If you ask NHL Players' Association representative for the Los Angeles Kings, Kevin Westgarth, he accepts the reality of a lockout.
After finishing another round of CBA meetings in New York Wednesday, Westgarth took to the media and was asked what he felt the No. 1 issue was with the players. Pat Leonard of the Daily News had the scoop.
Via Leonard's Blueshirts Blog:
“Generally, like the fans, we are concerned about – I think everyone has a little post-traumatic stress from last time,” Westgarth said, referring to the lockout and missed season of 2004-05, when the union lost the battle and eventually agreed to the salary cap in place today. “It is something (where) they locked us out last time. It’s foreseeable for them to lock us out again. So guys obviously want to play, but obviously we need to get the right deals together, as well.”
For NHL fans, reading that paragraph has to make you cringe. The sting of the 2004-05 season being lost due to a work stoppage is still prevalent and to have another would severely cripple a sport desperately trying to gain popularity and sustainable growth in the North American sports market.
September 15 is the date to mark on your calendars as the day the current CBA expires. That's roughly six weeks from now. Is that enough time to hammer out a plethora of issues which include capping the limit of free-agent contracts, free agency eligibility and entry level contracts?

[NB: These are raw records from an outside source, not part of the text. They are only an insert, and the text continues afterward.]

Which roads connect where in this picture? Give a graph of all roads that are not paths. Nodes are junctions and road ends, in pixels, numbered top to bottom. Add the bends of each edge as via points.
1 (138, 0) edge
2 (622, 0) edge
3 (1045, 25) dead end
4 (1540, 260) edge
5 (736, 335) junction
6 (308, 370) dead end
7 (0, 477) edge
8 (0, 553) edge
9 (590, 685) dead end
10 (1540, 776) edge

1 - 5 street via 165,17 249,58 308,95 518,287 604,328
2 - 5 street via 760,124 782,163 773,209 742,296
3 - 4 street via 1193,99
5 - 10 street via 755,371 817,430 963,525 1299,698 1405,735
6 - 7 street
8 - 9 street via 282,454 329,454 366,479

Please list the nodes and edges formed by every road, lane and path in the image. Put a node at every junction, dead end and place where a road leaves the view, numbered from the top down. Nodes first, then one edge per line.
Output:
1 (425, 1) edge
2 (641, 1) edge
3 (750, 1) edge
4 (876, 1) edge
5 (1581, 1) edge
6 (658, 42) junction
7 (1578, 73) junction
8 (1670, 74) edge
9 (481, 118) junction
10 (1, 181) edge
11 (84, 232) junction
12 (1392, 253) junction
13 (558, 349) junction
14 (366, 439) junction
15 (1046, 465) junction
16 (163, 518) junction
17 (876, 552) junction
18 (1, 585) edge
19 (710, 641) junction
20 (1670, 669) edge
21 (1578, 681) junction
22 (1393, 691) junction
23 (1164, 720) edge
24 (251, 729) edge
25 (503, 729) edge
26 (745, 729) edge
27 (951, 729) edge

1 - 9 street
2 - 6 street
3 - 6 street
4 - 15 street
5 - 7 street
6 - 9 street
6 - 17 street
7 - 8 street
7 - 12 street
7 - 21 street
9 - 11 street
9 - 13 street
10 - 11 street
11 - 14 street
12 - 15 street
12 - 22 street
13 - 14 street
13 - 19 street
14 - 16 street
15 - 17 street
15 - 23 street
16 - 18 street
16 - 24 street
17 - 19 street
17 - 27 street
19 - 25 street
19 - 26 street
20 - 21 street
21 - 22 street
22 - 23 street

To give some perspective, the NHL owners presented their offer July 13. Three weeks later to the date, the NHLPA has yet to make a counter-proposal, recently receiving 76,000 pages worth of financials to decipher that they have yet to finish.
Conservatively, to expect the 2012-13 NHL season to start on time would be a case of being foolishly optimistic. But will there be a lockout? Westgarth does present the possibility, but both sides know the gravity of potentially another season lost.